Testing Planck-Scale Gravity with Accelerators

Quantum or torsion gravity models predict unusual properties of space-time at very short distances. In particular, near the Planck length, around ${10}^{-35}\mathrm{m}$, empty space may behave as a crystal, singly or doubly refractive. However, this hypothesis remains uncheckable for any direct measurement, since the smallest distance accessible in experiment is about ${10}^{-19}\mathrm{m}$ at the LHC. Here I propose a laboratory test to measure the space refractivity and birefringence induced by gravity. A sensitivity from ${10}^{-31}\mathrm{m}$ down to the Planck length could be reached at existent GeV and future TeV energy lepton accelerators using laser Compton scattering. There are already experimental hints for gravity signature at distances approaching the Planck length by 5–7 orders of magnitude, derived from SLC and HERA data.

Figure 1

Polarization of the Compton scattered photon on a 6 or 250 GeV electron as a function of the photon energy.
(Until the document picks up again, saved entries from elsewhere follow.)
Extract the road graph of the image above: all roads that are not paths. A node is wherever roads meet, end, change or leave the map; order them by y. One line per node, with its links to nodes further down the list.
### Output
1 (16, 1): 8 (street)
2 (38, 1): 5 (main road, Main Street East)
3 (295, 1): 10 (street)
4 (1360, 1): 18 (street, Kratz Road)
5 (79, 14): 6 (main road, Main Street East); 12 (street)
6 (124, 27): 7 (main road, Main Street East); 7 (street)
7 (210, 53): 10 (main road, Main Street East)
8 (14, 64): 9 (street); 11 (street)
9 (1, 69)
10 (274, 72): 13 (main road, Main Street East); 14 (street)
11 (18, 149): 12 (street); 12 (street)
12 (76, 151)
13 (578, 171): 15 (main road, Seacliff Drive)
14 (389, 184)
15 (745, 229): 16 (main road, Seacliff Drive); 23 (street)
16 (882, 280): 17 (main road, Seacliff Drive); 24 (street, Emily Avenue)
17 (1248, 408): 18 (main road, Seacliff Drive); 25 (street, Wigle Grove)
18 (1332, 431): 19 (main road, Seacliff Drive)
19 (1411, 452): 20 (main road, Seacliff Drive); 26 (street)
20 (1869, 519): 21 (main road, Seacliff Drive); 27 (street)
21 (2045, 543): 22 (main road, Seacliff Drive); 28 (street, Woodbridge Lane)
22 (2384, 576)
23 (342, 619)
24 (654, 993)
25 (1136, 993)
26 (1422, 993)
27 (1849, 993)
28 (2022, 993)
The solid and dotted lines correspond to the initial laser light helicity: $+1$ solid, $-1$ dotted.

Figure 2

Experimental reach of the accelerators for vacuum birefringence and refractivity. Birefringence at the scale $\xi$ will produce a Compton edge asymmetry (lower scale), while the refractivity produces absolute energy shifts (upper scale). The Planck length $l_P$ is shown by an arrow.